Cricket officials in all 18 first-class states have asked to strengthen the decisions taken in domestic matches.
During Monday’s meeting, concerns about the nature of the contracts awarded to players were raised.
The team also discussed the points system in the County Championship, the foreign players and the referees.
“We feel that we have lost momentum on many of the big things that have been done recently,” he said.
In an incredible show of unity from the DoCs or equivalent in all 18 states, the statement continued: “While we understand the challenges that have occurred in recent years, particularly in the recovery from Covid, we feel that there has been a recent lack of what was there. DoC’s standing in the past helps domestic cricket to be seen.”
Last year, a review led by Andrew Strauss recommended changes in the structure of the house, thoughts that were called “dead in the water” and England and Wales Cricket Board chief executive Richard Gould in April.
However, some changes were made to the rules of county cricket at the beginning of this season.
Counties are allowed to register more than four foreign players at a time, up from two.
In the County Championship, points awarded for draws have been cut from eight to five, with strike bonuses now only awarded when a team reaches 250 in their first game, compared to 200 previously. It is understood that this change was not supported by the DoCs.
“We want the DoC to have a representative to sit in future committees or in other appropriate working groups,” said the document.
In a meeting held at The Oval, the DoCs agreed that the most “important” thing is the need to review the contracts given to players by the provinces, amid the rise of international players.

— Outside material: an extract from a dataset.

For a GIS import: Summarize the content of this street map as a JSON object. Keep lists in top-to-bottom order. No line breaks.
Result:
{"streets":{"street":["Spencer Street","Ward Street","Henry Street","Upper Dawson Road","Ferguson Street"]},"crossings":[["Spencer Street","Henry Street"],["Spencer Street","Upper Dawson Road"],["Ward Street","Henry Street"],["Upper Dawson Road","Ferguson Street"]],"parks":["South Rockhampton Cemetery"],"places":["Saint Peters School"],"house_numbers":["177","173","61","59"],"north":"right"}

The contracts signed by the regional players allow them free travel between the months of October and March to play in international matches. About 74, a number that does not include players under contract in England, played in at least one major league last winter.

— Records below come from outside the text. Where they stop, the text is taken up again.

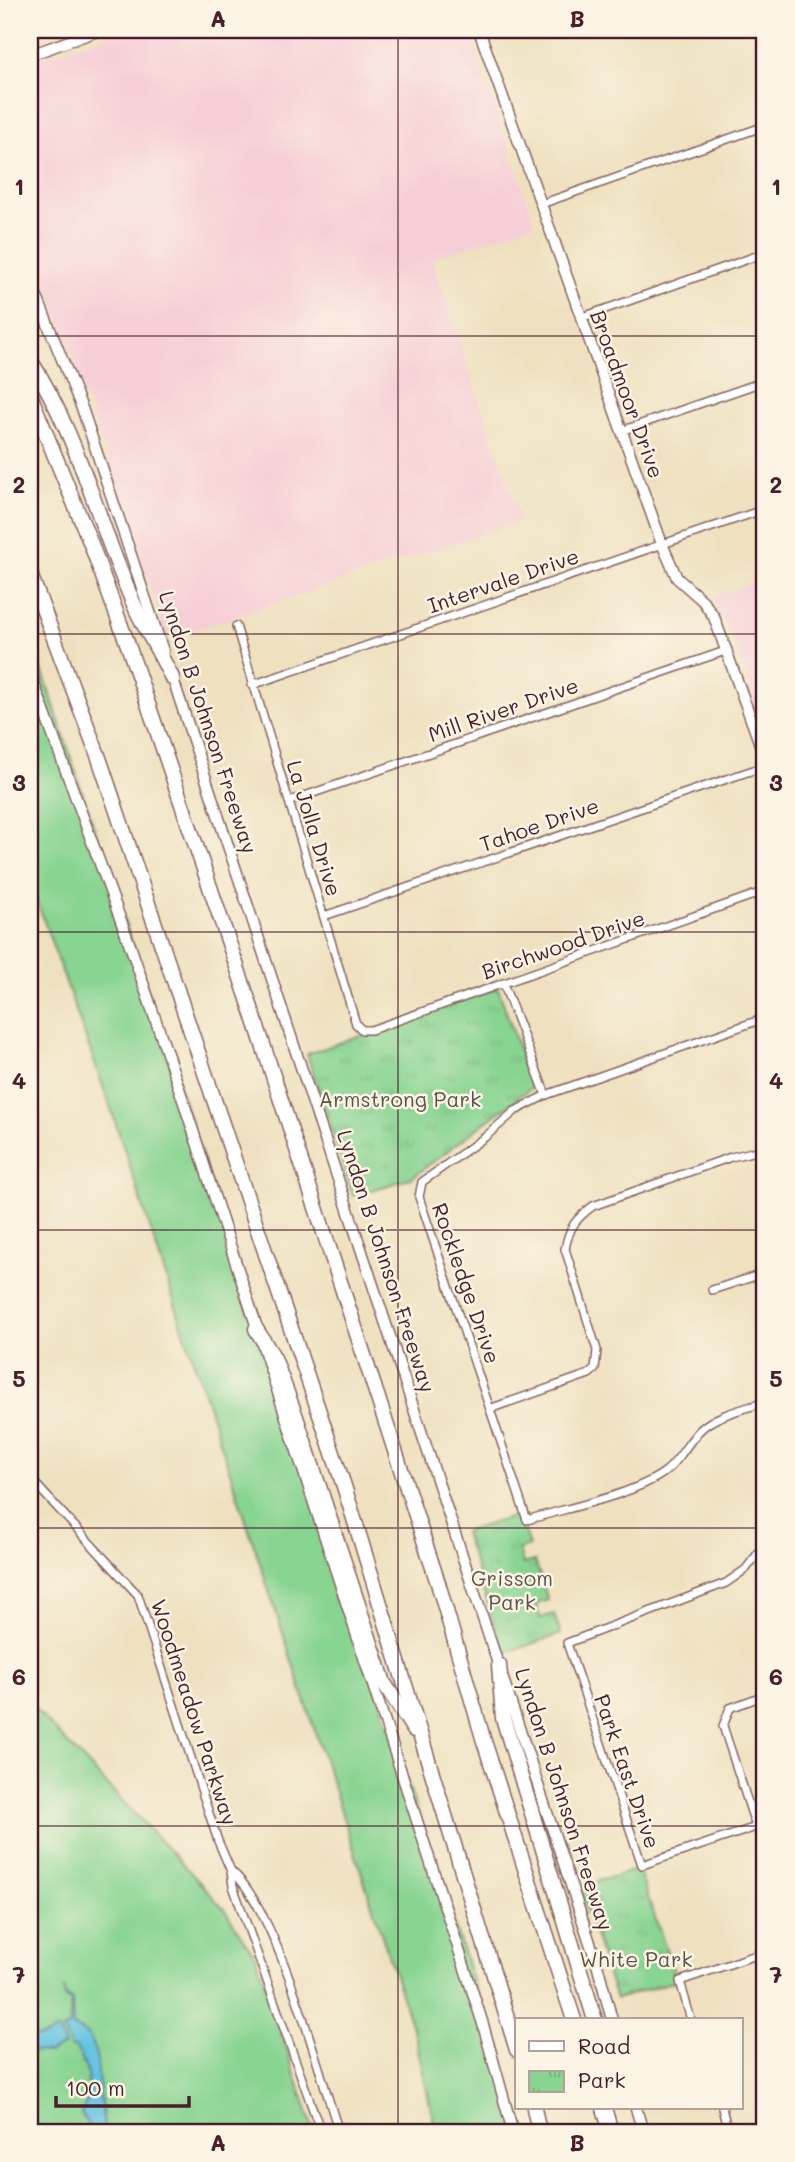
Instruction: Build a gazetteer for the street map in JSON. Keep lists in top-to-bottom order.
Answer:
{
  "streets": {
    "main road": ["Broadmoor Drive", "Lyndon B Johnson Freeway"],
    "street": [
      "Intervale Drive",
      "Mill River Drive",
      "Tahoe Drive",
      "La Jolla Drive",
      "Birchwood Drive",
      "Rockledge Drive",
      "Woodmeadow Parkway",
      "Park East Drive"
    ]
  },
  "crossings": [
    ["Broadmoor Drive", "Intervale Drive"],
    ["Broadmoor Drive", "Mill River Drive"],
    ["Intervale Drive", "La Jolla Drive"],
    ["Mill River Drive", "La Jolla Drive"],
    ["Tahoe Drive", "La Jolla Drive"],
    ["La Jolla Drive", "Birchwood Drive"]
  ],
  "parks": ["Armstrong Park", "Grissom Park", "White Park"],
  "legend": ["Road", "Park"],
  "scale_bar": "100 m",
  "grid": {
    "columns": ["A", "B"],
    "rows": [
      "1",
      "2",
      "3",
      "4",
      "5",
      "6",
      "7"
    ]
  }
}
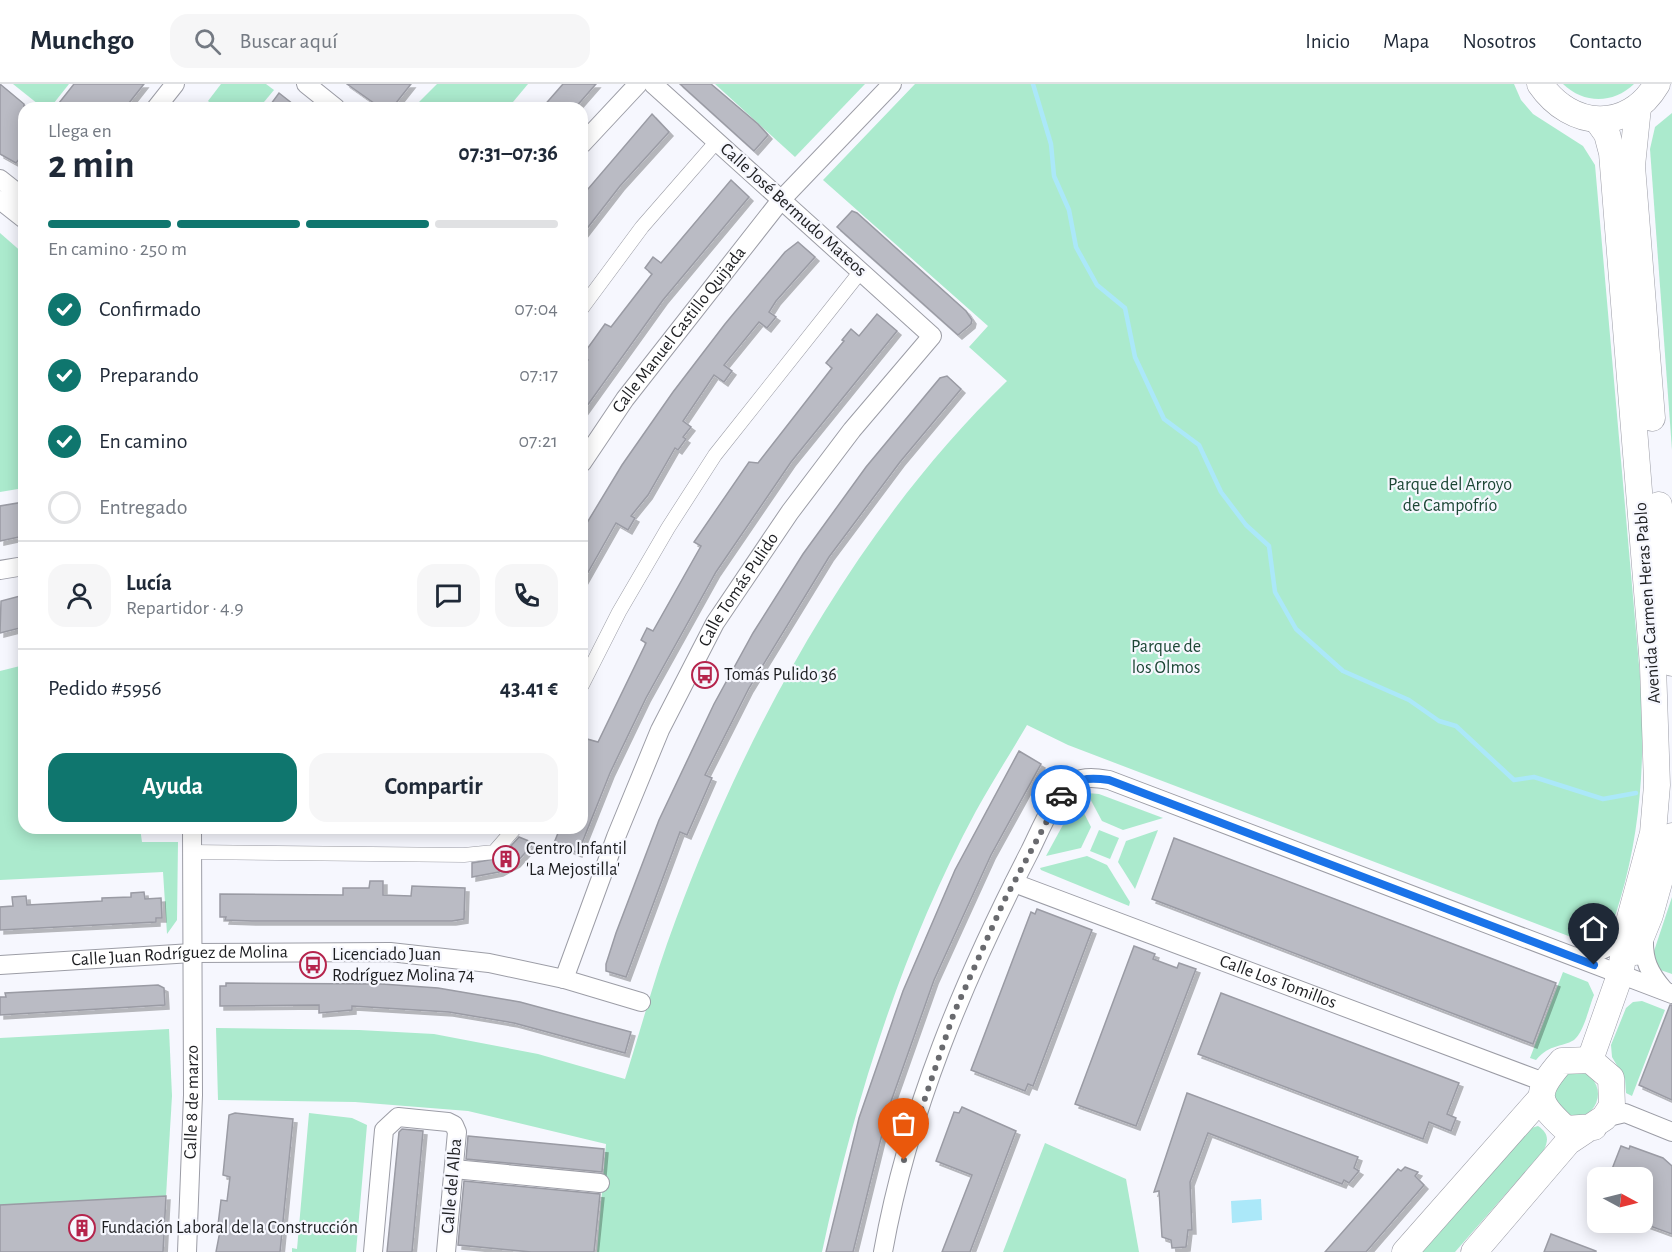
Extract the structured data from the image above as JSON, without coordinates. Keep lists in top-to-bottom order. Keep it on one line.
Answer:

From April to September, domestic players need a license from their local area and usually pay part of their salary to the club.
It is said that provinces are given the option of giving white bowlers short contracts to cover the time of tournaments such as the T20 Blast.
In interview with the Guardian on Monday, The head of the Professional Cricketers’ Association Daryl Mitchell warned against such a move, saying: “If you start sending players down the independent path and out of our competitions, that’s a huge risk to the game and it could have a negative impact on the game of red ball and Test team.”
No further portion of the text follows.